Esto solo enfureció aún más a Li Zongrui, pero al no tener dónde desahogar su ira, solo pudo girar la cabeza y enfurruñarse.
En ese momento, el Emperador Cai Wentao del País Desolado del Norte también llegó al pabellón real, que había sido construido especialmente sobre la arena, y tomó asiento.
Cai Wentao saludó al público y el eunuco a su lado volvió a gritar con su voz chillona: «Todos, pueden levantarse».
La multitud arrodillada, que coreaba «Larga vida al Emperador», se levantó y regresó a sus asientos.
Ye Qingchen tuvo entonces un momento para observar a la persona más estimada del País Desolado del Norte, el Emperador Cai Wentao.
Cai Wentao aparentaba tener unos treinta años.
Tenía un rostro cuadrado que, sin mostrar ira, proyectaba una autoridad intimidante.
Sus muchos años en un alto cargo también le habían conferido una presencia imponente.
Incluso sin quererlo, esta aura hacía que la gente temiera mirarlo directamente.
Justo en ese momento, Cai Yunji, que estaba en el centro de la arena, se giró para mirar a Cai Wentao.
El emperador le hizo un leve asentimiento con la cabeza.
Comprendiendo el gesto, Cai Yunji dio dos pasos hacia adelante y comenzó a hablar.
—Gracias a todos los ancianos de las sectas y a los maestros recluidos por venir a presenciar la gran competición del Dao de la Alquimia.
Aunque Cai Yunji era una princesa de exterior frío, sus palabras estaban llenas de gracia y aplomo.
Una sola frase provocó un estruendoso aplauso desde las gradas.
Cai Yunji hizo una pausa por un momento antes de continuar: —Estoy segura de que todos están ansiosos por ver las maravillosas actuaciones de nuestros Maestros de Alquimia.
No me demoraré con formalidades, pero hay un asunto que debo anunciar de antemano.
Sus palabras silenciaron el recinto.
Todos aguzaron el oído, ansiosos por saber qué podía ser tan importante como para que la princesa lo anunciara con tanta solemnidad.
Satisfecha con el ambiente, Cai Yunji sonrió levemente y continuó: —La competición del Dao de la Alquimia de este año es ligeramente diferente a la de años anteriores.
El cambio más significativo es que mi Padre, el Emperador, ha aumentado considerablemente las recompensas.

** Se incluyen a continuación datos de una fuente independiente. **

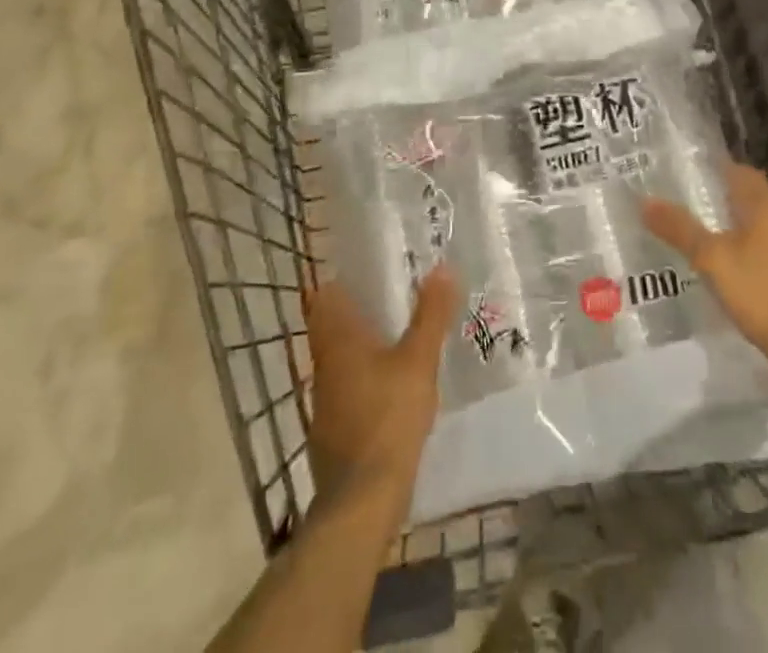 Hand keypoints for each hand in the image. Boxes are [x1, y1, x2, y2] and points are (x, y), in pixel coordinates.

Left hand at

¡Para la competencia de sectas, el campeón recibirá 200 000 Piedras Espirituales de Bajo Grado!
El subcampeón recibirá 100 000 Piedras Espirituales de Bajo Grado.
En cuanto a la recién añadida competición de Cultivadores Libres, ¡el campeón recibirá una recompensa de 50 000 Piedras Espirituales de Bajo Grado, y el subcampeón recibirá 30 000 Piedras Espirituales de Bajo Grado!
Tras el anuncio de Cai Yunji, todos en el recinto quedaron atónitos.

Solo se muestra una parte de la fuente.